В довольно детальной работе по роли нефти в экономике СССР М.В. Славкина отдельный раздел посвящает роли нефтедобычи в обеспечении обороноспособности страны[12] – однако речь в нём идёт только об оценке прямого вклада в обеспечение топливом танковых дивизий и авиации. Думается, намного важнее была всё же роль стабилизатора, позволявшего относительно безопасно перетягивать весь спектр высокотехнологичных ресурсов (кадры, материалы, финансирование) в пользу ВПК, «оголяя» гражданское машиностроение, сельское хозяйство и всё остальное.

Именно эта стабилизирующая, предохранительная роль нефтегазодобычи и была «колеёй», в которой застрял СССР в 1980-х – то была не просто «зависимость от нефти», то была нефть на незаменимой – но вспомогательной – позиции в экономике. И ладно бы от неё зависела только обеспеченность товарами народного потребления – петербургский демограф Михаил Клупт показал, что даже рождаемость в СССР/России «подсела» на зависимость от цены на нефть марки Brent[13]:

«Советская демографическая политика разрабатывалась и вводилась в период высоких цен на нефть – в 1980 г. баррель нефти марки Брент стоил (в сопоставимых ценах 2011 г.) 100,5 долл. <…> Существенный рост числа рождений начался в 2007 г., после начала реализации мер демографической политики, о которых было объявлено в 2006 г. Нечто похожее уже происходило в начале 1980-х годов. При всех очевидных различиях этого периода с нашим временем между ними имеются, по крайней мере, две общие черты. Во-первых, и в том, и в другом периоде ценовая конъюнктура на мировых рынках углеводородного сырья была весьма благоприятна для России. Во-вторых, в эти годы были реализованы новые мероприятия демографической политики» (см. таблицу ниже).

Цены на нефть, рождаемость и демографическая политика России[14]

Годы

Цена барреля нефти Брент в среднем за период в ценах 2011 г., долл.
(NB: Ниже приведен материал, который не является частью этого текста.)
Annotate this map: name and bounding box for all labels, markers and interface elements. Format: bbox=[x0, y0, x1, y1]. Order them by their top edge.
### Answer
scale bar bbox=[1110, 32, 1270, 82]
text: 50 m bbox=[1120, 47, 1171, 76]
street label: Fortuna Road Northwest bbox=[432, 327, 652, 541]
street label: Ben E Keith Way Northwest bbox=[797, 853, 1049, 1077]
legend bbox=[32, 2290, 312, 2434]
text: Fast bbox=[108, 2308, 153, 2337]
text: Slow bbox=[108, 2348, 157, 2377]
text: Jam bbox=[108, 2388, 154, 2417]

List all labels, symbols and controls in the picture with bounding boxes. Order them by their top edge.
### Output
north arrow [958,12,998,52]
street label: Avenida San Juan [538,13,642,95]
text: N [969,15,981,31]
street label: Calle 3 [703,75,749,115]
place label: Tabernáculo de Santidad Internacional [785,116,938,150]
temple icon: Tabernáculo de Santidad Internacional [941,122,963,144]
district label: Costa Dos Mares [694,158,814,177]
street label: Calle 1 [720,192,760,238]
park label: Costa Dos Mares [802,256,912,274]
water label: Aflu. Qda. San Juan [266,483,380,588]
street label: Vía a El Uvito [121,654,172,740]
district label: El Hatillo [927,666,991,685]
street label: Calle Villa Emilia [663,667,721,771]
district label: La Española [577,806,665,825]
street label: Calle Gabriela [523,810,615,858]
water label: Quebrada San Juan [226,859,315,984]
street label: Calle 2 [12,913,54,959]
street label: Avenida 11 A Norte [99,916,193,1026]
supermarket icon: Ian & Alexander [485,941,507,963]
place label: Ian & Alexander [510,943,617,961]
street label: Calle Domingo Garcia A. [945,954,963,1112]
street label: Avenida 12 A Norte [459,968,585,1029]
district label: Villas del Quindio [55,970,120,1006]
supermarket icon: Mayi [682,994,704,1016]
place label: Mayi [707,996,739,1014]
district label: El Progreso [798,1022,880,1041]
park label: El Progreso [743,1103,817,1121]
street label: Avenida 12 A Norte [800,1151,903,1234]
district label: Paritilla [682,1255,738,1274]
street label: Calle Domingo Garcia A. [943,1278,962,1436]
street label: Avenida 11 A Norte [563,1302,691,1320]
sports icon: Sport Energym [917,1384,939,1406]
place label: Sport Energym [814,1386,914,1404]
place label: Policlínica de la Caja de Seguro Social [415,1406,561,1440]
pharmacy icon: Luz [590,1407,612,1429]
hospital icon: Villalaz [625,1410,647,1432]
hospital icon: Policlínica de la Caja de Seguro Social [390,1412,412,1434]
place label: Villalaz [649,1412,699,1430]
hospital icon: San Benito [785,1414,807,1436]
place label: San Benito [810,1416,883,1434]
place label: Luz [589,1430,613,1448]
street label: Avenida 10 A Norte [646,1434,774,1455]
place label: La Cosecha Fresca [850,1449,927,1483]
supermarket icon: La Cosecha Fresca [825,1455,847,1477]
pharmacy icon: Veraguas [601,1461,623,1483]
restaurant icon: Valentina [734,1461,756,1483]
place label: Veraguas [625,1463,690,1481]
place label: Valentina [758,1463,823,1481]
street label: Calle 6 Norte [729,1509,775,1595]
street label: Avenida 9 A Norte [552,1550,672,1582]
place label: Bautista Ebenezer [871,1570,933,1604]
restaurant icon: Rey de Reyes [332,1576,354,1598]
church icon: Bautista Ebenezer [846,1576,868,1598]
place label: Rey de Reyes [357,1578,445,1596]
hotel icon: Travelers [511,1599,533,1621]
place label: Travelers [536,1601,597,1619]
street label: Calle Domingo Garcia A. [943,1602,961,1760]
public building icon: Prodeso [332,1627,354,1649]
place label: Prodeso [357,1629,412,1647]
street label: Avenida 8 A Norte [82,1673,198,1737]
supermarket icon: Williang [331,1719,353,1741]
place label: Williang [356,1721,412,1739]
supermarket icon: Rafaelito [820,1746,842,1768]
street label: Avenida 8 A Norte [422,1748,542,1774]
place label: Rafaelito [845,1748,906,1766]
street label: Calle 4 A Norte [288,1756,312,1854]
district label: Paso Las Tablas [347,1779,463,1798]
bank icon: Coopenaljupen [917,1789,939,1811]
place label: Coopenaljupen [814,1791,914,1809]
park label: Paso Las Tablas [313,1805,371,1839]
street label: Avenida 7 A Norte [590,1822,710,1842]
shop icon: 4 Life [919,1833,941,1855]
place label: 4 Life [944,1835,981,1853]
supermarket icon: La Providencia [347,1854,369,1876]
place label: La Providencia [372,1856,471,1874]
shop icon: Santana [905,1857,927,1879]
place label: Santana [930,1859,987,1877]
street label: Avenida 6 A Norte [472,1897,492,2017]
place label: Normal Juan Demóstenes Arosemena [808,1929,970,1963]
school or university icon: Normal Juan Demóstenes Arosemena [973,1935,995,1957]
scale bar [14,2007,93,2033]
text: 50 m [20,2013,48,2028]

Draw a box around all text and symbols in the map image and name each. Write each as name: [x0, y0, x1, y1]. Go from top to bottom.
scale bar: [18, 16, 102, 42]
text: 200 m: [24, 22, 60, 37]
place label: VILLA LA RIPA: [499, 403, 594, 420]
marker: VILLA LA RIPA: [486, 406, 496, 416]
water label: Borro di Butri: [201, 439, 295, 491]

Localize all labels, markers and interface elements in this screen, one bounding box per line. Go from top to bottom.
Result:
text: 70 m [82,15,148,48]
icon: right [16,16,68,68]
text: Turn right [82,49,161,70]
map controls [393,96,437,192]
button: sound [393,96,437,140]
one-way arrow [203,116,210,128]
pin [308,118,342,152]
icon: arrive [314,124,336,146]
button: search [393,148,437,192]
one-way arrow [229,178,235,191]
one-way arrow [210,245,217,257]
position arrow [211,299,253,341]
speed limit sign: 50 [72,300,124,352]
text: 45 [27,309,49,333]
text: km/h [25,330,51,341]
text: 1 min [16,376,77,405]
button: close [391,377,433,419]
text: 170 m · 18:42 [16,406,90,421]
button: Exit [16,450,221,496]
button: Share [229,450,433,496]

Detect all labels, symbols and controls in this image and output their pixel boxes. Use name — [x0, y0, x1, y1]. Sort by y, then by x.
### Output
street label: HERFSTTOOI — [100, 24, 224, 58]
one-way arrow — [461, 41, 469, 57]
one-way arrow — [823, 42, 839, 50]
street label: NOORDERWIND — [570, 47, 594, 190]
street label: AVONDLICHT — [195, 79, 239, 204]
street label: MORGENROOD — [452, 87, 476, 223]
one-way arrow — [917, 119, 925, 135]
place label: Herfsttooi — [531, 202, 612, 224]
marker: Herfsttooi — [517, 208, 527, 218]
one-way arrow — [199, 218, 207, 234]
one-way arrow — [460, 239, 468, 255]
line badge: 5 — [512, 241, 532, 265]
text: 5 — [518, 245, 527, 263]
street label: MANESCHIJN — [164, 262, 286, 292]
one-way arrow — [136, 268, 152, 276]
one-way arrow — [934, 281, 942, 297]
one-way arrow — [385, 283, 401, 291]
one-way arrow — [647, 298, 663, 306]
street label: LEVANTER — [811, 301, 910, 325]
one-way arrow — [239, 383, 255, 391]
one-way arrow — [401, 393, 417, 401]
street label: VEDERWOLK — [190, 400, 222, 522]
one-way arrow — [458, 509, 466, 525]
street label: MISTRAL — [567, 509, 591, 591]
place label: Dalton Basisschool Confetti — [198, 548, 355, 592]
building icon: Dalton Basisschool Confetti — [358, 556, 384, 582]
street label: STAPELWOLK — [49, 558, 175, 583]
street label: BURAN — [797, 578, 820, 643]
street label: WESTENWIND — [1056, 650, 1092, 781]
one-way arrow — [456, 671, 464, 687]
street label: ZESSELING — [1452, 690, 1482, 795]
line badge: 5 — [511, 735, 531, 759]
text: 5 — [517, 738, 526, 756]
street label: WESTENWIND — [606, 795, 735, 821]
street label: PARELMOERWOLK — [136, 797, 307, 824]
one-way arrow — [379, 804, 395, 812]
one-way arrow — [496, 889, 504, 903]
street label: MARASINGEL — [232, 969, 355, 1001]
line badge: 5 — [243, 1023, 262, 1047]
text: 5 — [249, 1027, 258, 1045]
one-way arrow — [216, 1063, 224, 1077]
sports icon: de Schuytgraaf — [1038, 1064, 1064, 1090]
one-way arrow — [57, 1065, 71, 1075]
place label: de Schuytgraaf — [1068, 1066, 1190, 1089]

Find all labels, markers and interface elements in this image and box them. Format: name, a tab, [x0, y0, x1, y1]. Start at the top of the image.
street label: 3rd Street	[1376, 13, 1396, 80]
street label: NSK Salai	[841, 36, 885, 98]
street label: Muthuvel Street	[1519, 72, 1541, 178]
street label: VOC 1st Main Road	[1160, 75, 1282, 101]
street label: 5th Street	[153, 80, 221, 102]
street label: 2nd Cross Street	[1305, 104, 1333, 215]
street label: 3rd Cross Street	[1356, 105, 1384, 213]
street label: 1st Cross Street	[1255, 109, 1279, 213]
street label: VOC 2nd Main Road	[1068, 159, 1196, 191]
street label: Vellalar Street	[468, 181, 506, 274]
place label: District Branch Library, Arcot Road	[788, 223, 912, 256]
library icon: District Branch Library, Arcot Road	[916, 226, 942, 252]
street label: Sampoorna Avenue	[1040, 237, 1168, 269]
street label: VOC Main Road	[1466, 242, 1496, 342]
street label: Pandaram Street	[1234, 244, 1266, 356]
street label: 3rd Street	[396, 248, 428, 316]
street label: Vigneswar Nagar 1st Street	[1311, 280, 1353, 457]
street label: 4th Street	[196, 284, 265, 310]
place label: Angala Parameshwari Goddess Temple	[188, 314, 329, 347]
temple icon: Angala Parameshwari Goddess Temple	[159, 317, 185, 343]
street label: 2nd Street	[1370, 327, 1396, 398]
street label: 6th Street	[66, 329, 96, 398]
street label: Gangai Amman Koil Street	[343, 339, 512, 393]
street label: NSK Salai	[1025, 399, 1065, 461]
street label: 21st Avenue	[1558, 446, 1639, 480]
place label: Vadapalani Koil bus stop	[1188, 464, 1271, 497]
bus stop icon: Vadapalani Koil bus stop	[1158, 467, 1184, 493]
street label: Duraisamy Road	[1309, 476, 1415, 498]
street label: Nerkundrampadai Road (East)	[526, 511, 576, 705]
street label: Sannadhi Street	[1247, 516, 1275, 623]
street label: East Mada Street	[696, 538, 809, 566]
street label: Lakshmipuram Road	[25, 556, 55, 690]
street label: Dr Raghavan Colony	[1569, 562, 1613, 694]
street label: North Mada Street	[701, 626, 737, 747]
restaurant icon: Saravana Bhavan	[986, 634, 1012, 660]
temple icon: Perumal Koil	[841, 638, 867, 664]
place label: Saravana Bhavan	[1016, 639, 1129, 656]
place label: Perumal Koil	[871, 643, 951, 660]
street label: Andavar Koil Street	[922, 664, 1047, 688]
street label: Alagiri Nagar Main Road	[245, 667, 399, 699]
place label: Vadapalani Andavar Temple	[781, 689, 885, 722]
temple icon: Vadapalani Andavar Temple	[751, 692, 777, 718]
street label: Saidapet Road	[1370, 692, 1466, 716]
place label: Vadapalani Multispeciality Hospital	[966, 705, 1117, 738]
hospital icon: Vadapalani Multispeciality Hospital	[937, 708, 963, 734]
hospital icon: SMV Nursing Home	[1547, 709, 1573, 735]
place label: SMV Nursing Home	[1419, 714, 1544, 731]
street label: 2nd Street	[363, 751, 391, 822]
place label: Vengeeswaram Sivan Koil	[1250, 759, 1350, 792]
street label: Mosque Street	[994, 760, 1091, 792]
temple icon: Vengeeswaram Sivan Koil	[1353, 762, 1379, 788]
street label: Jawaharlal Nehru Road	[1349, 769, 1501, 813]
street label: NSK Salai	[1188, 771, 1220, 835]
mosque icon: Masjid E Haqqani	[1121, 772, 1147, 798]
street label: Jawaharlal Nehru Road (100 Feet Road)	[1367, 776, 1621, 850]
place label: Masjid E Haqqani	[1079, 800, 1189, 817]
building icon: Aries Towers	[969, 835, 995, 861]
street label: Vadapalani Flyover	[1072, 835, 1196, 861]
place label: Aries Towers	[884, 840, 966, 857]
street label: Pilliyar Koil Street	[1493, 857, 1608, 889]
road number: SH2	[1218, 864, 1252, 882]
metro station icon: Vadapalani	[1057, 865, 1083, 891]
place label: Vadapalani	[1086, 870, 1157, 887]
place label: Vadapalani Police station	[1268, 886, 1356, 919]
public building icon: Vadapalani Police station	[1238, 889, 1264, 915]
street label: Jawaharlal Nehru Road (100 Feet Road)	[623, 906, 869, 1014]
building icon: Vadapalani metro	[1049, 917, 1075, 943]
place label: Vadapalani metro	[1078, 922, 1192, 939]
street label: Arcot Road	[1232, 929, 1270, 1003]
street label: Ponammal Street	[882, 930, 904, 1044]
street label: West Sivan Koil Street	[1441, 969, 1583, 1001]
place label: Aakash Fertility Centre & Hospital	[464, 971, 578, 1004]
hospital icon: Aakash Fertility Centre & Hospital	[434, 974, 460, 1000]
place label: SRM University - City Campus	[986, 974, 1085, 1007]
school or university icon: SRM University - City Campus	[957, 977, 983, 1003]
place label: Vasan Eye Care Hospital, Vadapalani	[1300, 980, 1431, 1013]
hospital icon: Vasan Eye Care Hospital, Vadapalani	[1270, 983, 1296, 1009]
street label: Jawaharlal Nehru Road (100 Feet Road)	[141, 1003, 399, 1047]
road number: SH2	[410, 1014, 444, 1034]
Демографическая политика в области рождаемости

Суммарный коэффициент рождаемости в среднем за период

1980

100,5

Разрабатывается

1,86

1982-1985

69,6*

Активная

2,04

1986-1989

32,1

Активная, сопровождается антиалкогольной компанией, затухает к концу периода

2,14

1990-1994

30,9

Практически отсутствует

1,59

1995-1999

24,9

Практически отсутствует

1,24

2000-2006

47,7

Декларируется необходимость, на практике отсутствует

1,28

2007-2011

88,6

Реализация мер, объявленных в 2006 г.

1,53

 

Похоже, что именно специфической ролью нефтегазодобычи в не менее специфичной позднесоветской экономике можно объяснить то, что происходило с ней в 1980-е. В этот период (точнее, с 1985 г.) резко падают цены на нефть – к этому же времени постепенно падает нефтеотдача месторождений-гигантов. Отрасль попадает в классическую ловушку падающей отдачи (она хорошо описана, например, уже упомянутым Эриком Райнертом[15]). Но тогда же постепенно истощается терпение жителей районов нового освоения: всё чаще в официальных программах звучат слова о недостаточности только материального стимулирования, нужно радикальное повышение качества среды. То есть именно тогда, когда потребность в предохранителе становится особенно очевидной, он начинает сбоить.

 

Специфика Севера 70-х: скорость решает всё

Понимание нефтегазового Севера как «места производства» предохранительного клапана развития экономики страны позволяет понять ключевое, наверное, противоречие развития этого региона, обозначенное тюменским журналистом Анатолием Омельчуком и сотнями других журналистов и партийных деятелей: если «именно газовики Нового Уренгоя во многом определяют стабильность топливно-энергетической программы нашего государства» -- то почему они вынуждены жить в таких условиях? Приоритетность ВПК коррелировала с благоустроенными закрытыми городами с «московским снабжением» -- неприоритетность, «компенсационная» функция массовых ресурсов сельского хозяйства – с нищетой и бездорожьем Нечерноземья, а вот с Севером возникает путаница.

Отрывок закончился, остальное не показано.